═════ Exercise input ═════
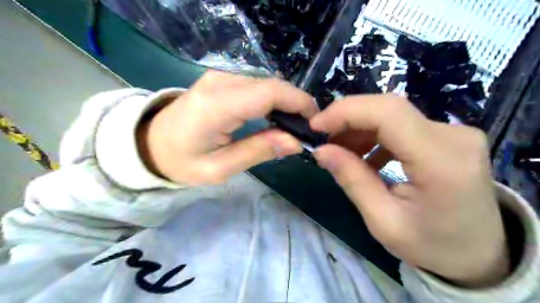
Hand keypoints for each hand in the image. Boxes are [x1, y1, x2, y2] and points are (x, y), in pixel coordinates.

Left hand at [137, 70, 316, 184]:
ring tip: (294, 126)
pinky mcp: (221, 79)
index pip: (271, 92)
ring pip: (267, 84)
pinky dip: (272, 99)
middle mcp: (221, 81)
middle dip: (296, 104)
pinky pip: (256, 85)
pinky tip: (276, 116)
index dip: (299, 103)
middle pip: (272, 85)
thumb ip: (259, 150)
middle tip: (306, 129)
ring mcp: (220, 77)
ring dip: (285, 102)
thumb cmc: (181, 161)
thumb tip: (296, 141)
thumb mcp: (220, 167)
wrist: (150, 143)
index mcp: (219, 104)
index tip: (315, 123)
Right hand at [310, 95, 508, 287]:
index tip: (316, 126)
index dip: (346, 111)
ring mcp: (454, 133)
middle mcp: (454, 137)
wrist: (478, 254)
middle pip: (389, 108)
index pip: (389, 113)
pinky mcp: (447, 135)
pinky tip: (363, 154)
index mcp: (441, 162)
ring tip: (339, 150)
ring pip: (392, 113)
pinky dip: (374, 134)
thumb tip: (321, 150)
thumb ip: (352, 180)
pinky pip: (401, 124)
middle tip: (323, 138)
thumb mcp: (383, 221)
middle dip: (347, 117)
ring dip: (359, 127)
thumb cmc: (431, 245)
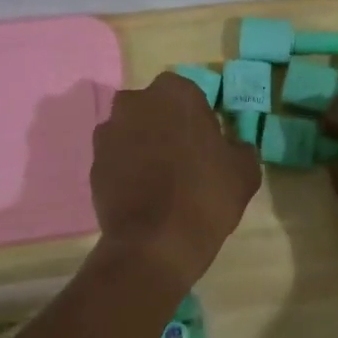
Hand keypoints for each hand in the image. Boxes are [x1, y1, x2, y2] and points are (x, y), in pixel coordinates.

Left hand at [91, 72, 260, 289]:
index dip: (199, 120)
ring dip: (144, 146)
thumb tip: (232, 147)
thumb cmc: (206, 196)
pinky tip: (143, 194)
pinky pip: (117, 158)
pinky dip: (127, 169)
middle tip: (184, 159)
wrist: (155, 244)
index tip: (207, 145)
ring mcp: (109, 132)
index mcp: (175, 93)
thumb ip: (239, 148)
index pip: (190, 96)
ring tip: (160, 180)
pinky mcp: (93, 162)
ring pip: (133, 132)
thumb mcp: (245, 171)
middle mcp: (135, 102)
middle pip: (156, 109)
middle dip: (166, 127)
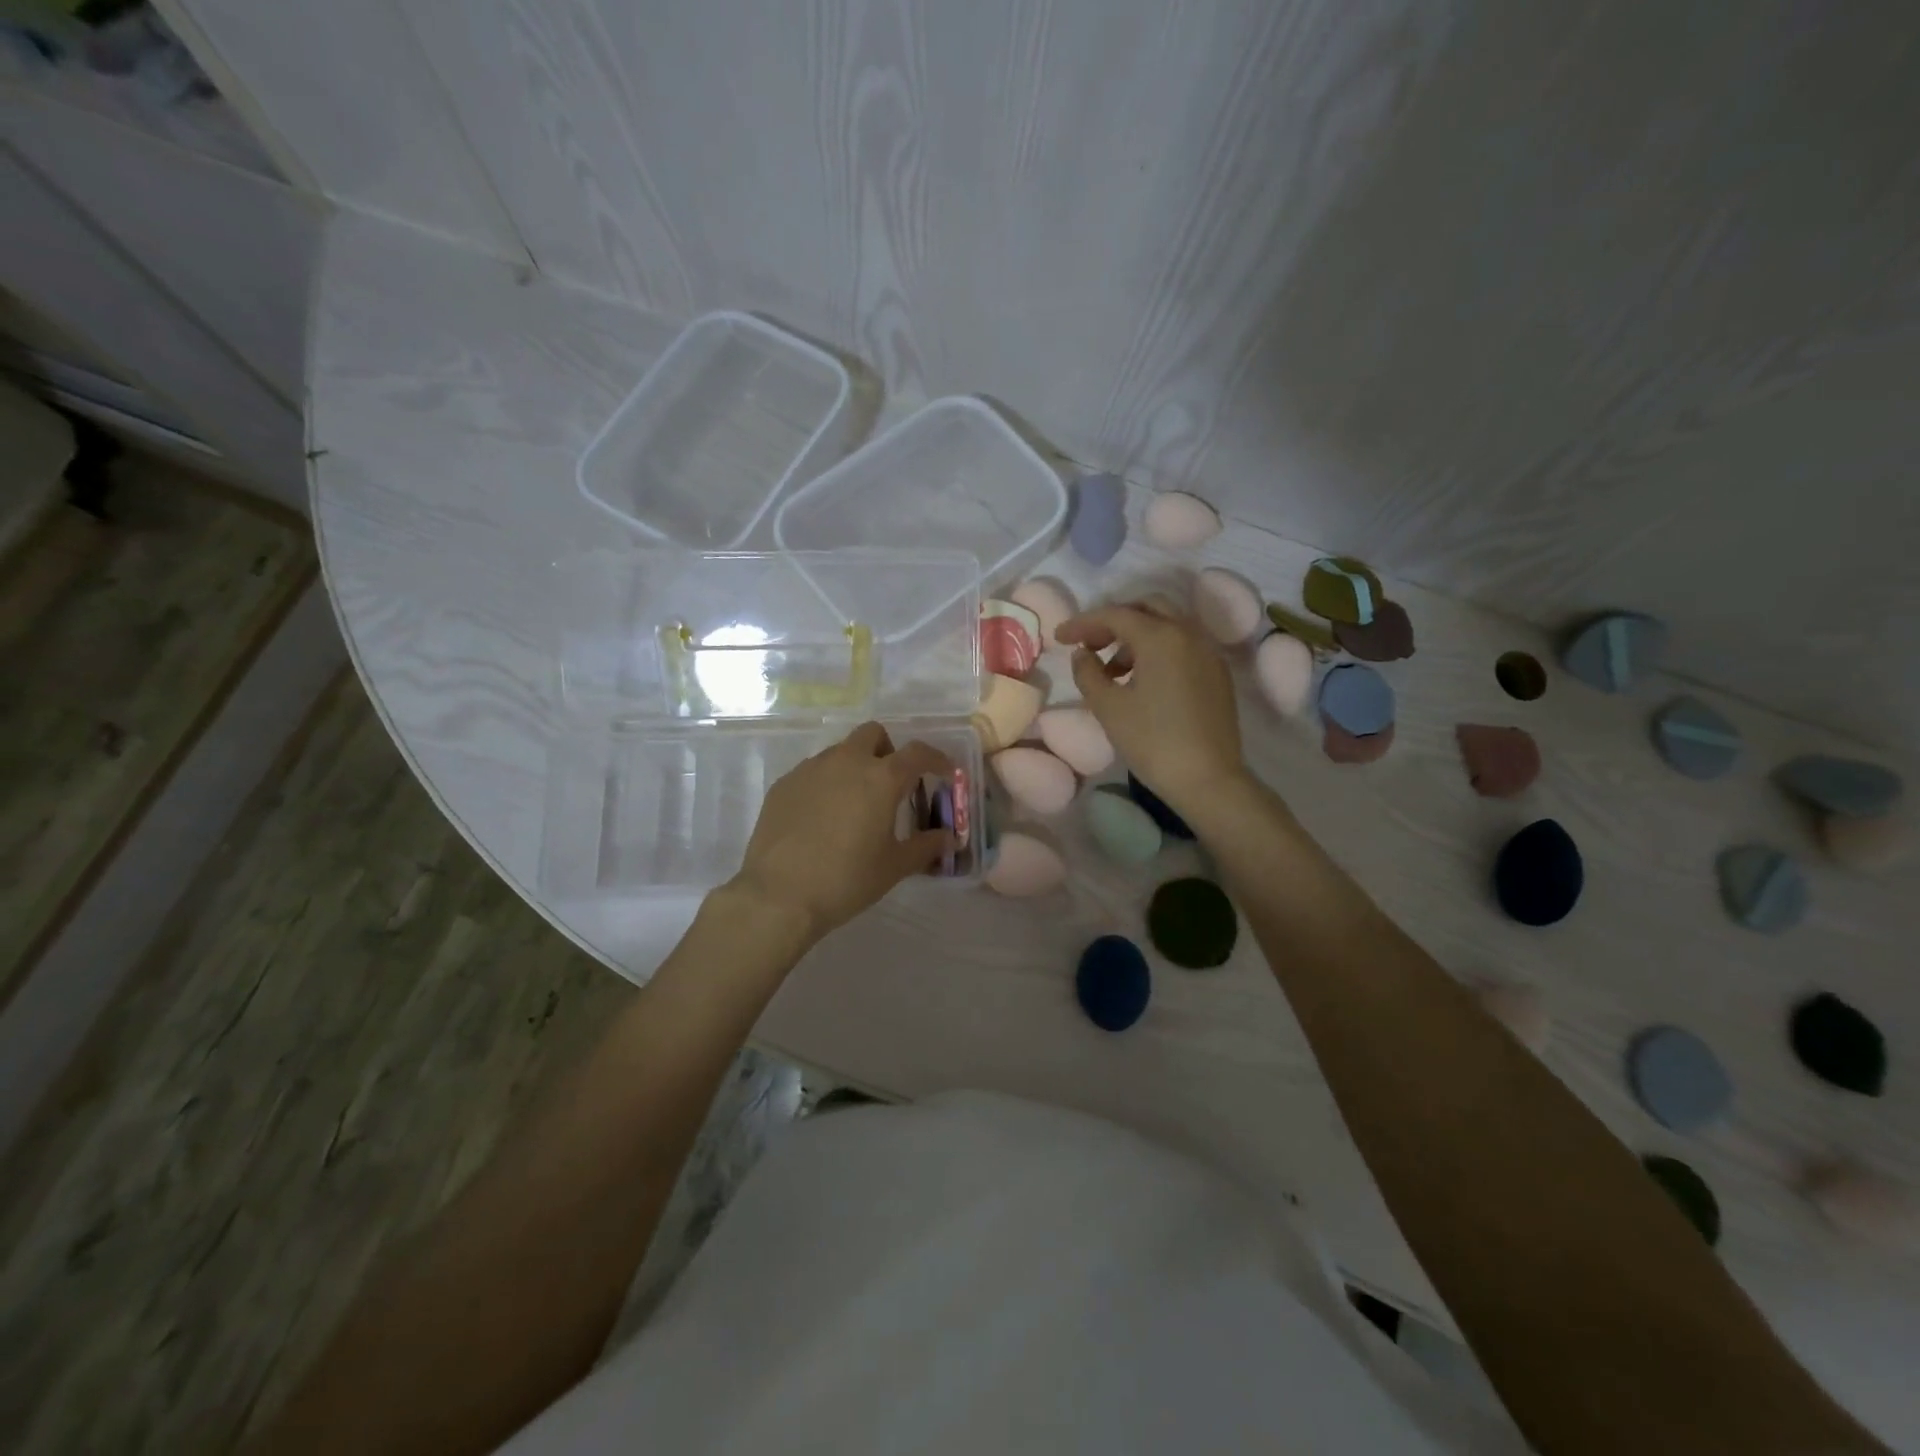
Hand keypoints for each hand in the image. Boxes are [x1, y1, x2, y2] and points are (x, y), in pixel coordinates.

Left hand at [727, 722, 953, 945]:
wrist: (779, 895)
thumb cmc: (846, 879)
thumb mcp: (894, 866)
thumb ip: (926, 847)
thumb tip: (950, 838)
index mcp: (881, 777)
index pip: (917, 753)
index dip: (936, 759)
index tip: (945, 773)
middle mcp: (846, 762)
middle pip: (873, 734)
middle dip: (888, 751)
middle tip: (892, 784)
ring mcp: (810, 769)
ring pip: (841, 751)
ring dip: (855, 767)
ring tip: (855, 805)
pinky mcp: (784, 784)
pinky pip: (813, 772)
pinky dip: (826, 784)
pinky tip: (822, 818)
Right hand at [1056, 598, 1245, 814]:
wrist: (1208, 780)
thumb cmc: (1152, 742)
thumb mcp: (1109, 708)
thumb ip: (1088, 673)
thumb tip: (1082, 654)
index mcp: (1161, 637)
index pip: (1115, 615)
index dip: (1083, 622)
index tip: (1059, 637)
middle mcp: (1189, 634)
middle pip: (1147, 607)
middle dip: (1114, 620)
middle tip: (1090, 644)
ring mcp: (1208, 652)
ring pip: (1168, 625)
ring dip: (1136, 635)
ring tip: (1112, 670)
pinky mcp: (1217, 673)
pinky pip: (1183, 645)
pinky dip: (1158, 649)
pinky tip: (1142, 680)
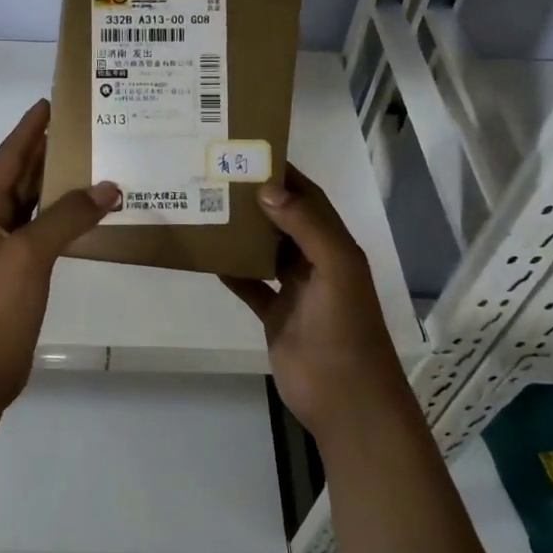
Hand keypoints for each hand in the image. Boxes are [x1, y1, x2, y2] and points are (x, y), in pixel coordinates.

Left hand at [0, 100, 118, 415]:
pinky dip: (68, 220)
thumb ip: (67, 217)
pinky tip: (92, 215)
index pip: (9, 156)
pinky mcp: (23, 275)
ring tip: (97, 162)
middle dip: (48, 150)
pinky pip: (48, 233)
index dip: (28, 128)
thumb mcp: (29, 254)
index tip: (51, 102)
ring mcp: (8, 250)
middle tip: (86, 127)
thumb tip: (108, 186)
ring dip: (62, 184)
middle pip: (23, 176)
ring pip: (37, 204)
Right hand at [221, 165, 408, 446]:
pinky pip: (249, 284)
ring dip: (242, 232)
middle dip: (257, 199)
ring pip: (265, 250)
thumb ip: (307, 227)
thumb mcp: (336, 270)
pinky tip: (207, 257)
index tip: (250, 152)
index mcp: (335, 246)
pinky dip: (231, 271)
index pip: (309, 198)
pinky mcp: (275, 314)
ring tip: (207, 208)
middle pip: (284, 220)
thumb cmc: (345, 330)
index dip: (285, 175)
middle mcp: (315, 262)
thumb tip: (267, 188)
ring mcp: (294, 289)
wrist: (346, 400)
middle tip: (217, 177)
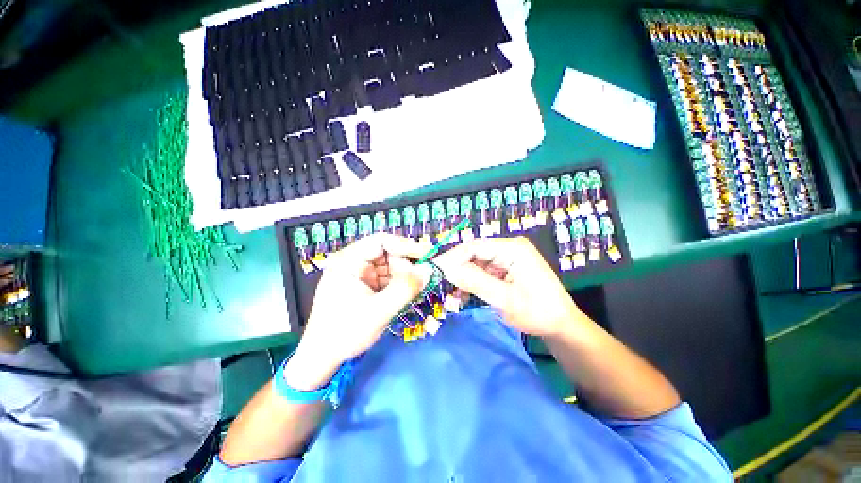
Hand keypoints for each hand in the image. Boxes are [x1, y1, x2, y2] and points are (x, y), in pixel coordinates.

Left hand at [285, 234, 432, 390]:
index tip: (427, 255)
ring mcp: (358, 273)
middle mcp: (353, 262)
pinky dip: (398, 285)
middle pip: (387, 253)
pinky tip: (405, 295)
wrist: (322, 358)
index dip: (406, 245)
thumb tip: (429, 270)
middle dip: (406, 266)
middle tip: (421, 280)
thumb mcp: (378, 311)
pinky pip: (386, 278)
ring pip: (389, 266)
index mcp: (348, 261)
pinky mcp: (363, 285)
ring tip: (413, 291)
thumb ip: (405, 289)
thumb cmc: (345, 333)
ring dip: (404, 277)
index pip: (381, 241)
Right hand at [434, 237, 588, 337]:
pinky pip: (483, 271)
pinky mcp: (505, 268)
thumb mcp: (505, 299)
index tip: (435, 271)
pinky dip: (472, 283)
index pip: (474, 246)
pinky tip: (463, 296)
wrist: (562, 325)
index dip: (452, 258)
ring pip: (476, 264)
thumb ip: (476, 282)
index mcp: (512, 248)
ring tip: (452, 296)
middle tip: (440, 286)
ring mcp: (507, 257)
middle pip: (474, 254)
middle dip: (457, 270)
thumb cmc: (538, 312)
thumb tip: (448, 270)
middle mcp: (508, 247)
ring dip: (463, 279)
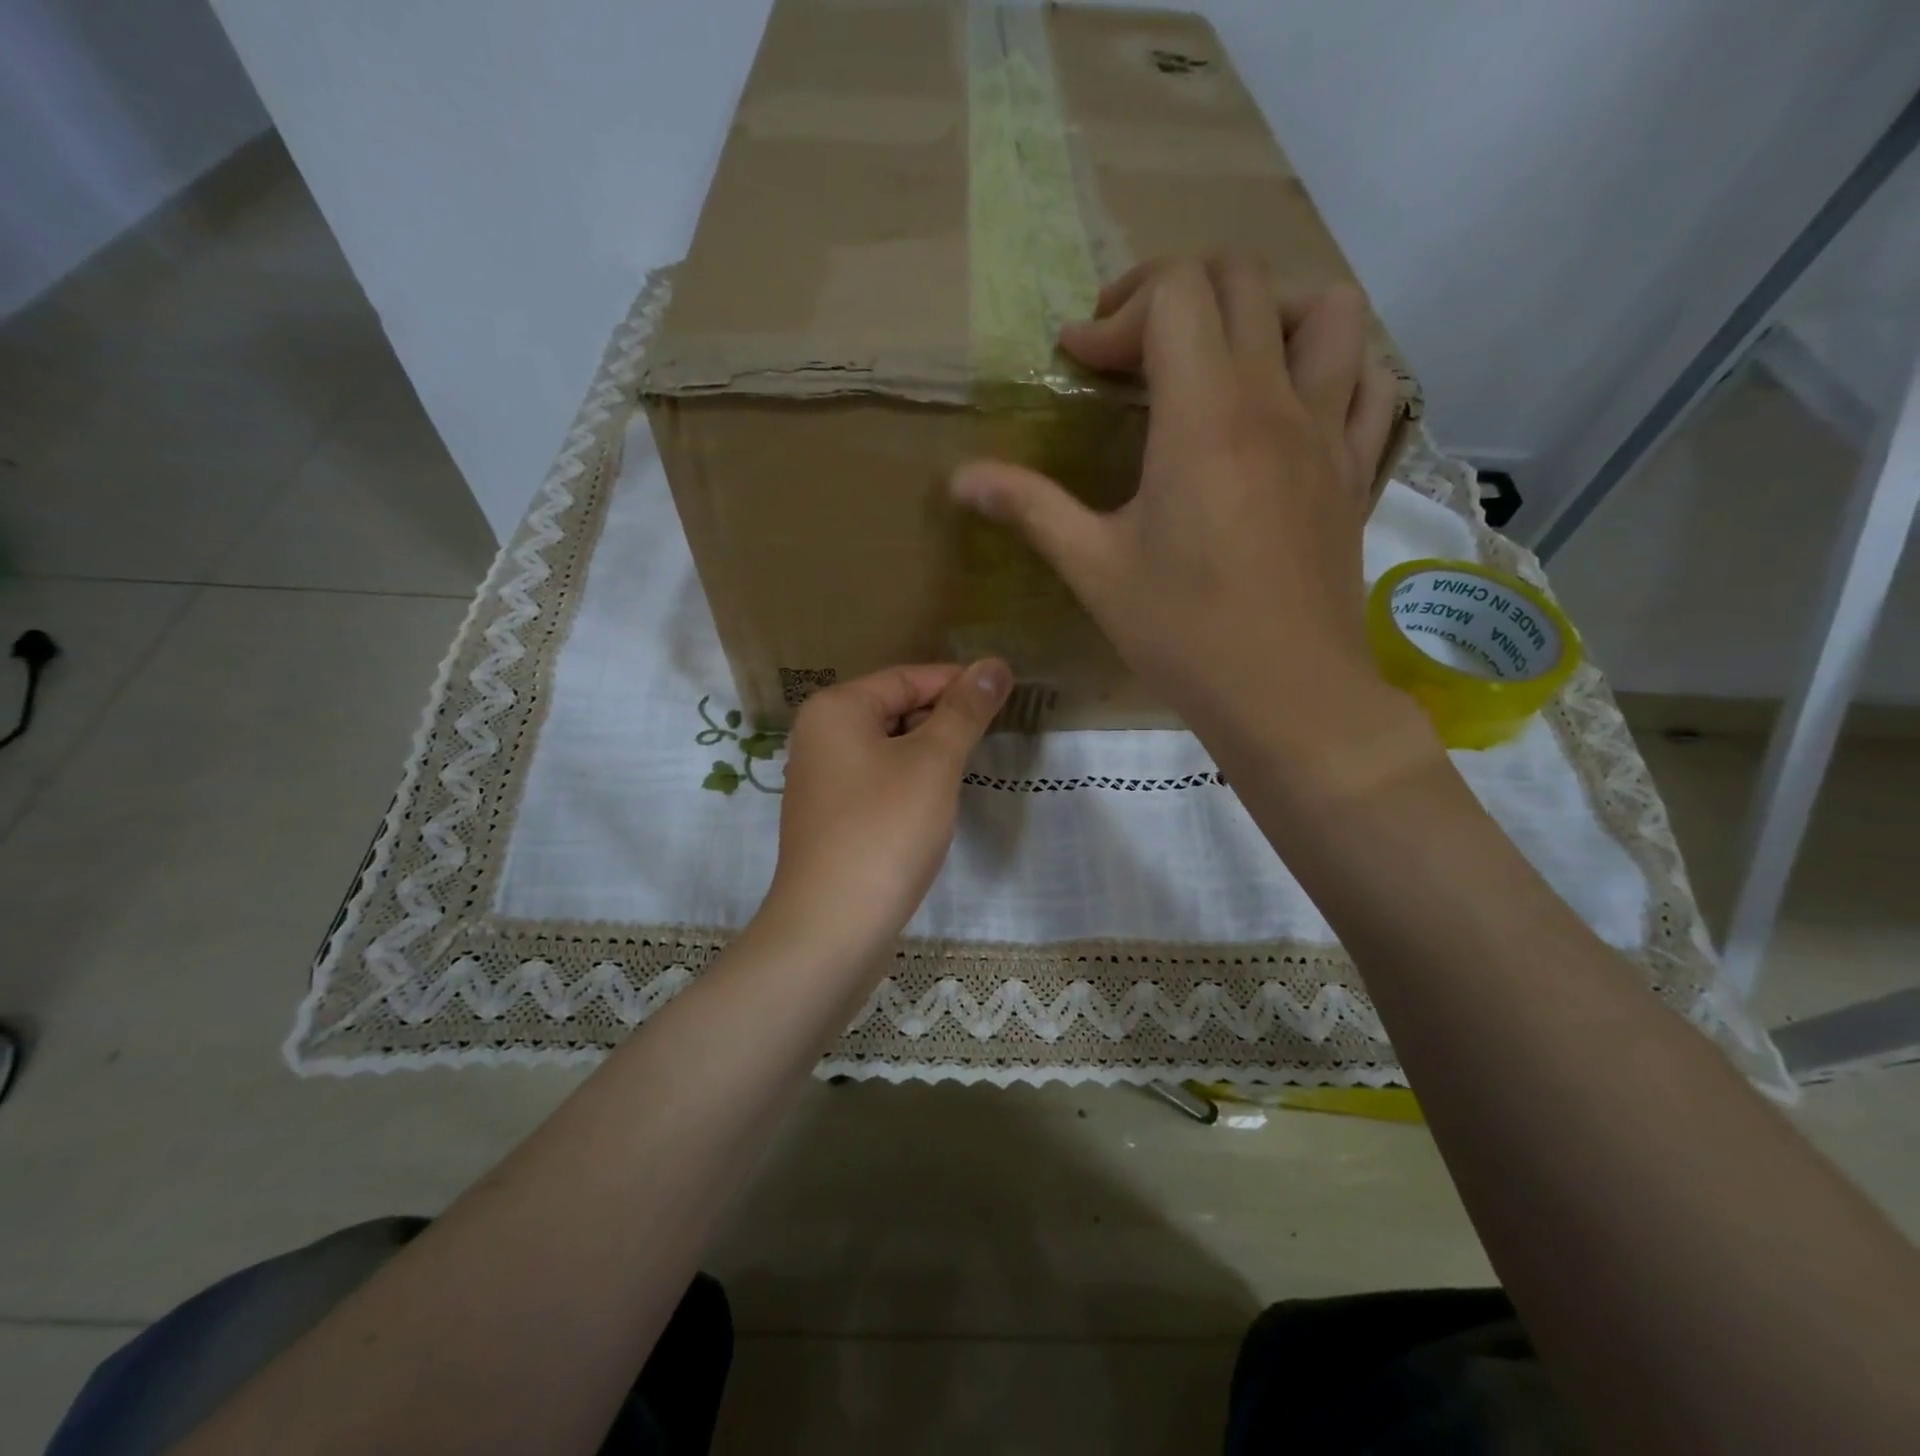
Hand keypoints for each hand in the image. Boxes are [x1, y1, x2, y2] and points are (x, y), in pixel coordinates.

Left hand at [761, 661, 1010, 954]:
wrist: (833, 925)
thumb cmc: (885, 830)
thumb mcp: (934, 762)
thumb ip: (965, 710)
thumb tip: (995, 664)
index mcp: (836, 708)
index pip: (907, 677)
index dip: (959, 683)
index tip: (1005, 695)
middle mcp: (819, 735)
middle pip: (894, 708)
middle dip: (943, 719)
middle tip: (990, 737)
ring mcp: (820, 778)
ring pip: (888, 747)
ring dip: (929, 752)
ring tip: (967, 768)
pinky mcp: (830, 816)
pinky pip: (877, 780)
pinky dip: (909, 781)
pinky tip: (933, 802)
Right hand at [950, 256, 1405, 757]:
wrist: (1287, 696)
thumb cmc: (1183, 633)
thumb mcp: (1095, 569)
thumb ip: (1030, 508)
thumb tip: (959, 480)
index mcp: (1204, 418)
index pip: (1174, 294)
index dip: (1115, 314)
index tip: (1078, 364)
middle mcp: (1275, 402)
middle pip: (1242, 279)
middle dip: (1174, 291)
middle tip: (1131, 349)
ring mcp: (1329, 433)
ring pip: (1328, 310)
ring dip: (1269, 309)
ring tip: (1223, 356)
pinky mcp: (1356, 471)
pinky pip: (1372, 382)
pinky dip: (1336, 367)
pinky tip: (1296, 402)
═════
→ Task to carry out
The answer should hold the lines from the one containing "thumb cmc: (1183, 633)" through the end of the entries above, set down exactly, with both ends included.

→ Exercise solution
thumb cmc: (1183, 633)
thumb mcp: (1095, 569)
thumb ip: (1030, 508)
thumb tip: (959, 480)
index mcp: (1204, 418)
index pip: (1174, 294)
index dip: (1115, 314)
index tip: (1078, 364)
middle mcp: (1275, 402)
middle pip: (1242, 279)
middle dip: (1174, 291)
middle tip: (1131, 349)
ring mcp: (1329, 433)
ring pip: (1328, 310)
ring dip: (1269, 309)
ring tip: (1223, 356)
pinky mcp: (1356, 471)
pinky pip: (1372, 382)
pinky dip: (1336, 367)
pinky tip: (1296, 402)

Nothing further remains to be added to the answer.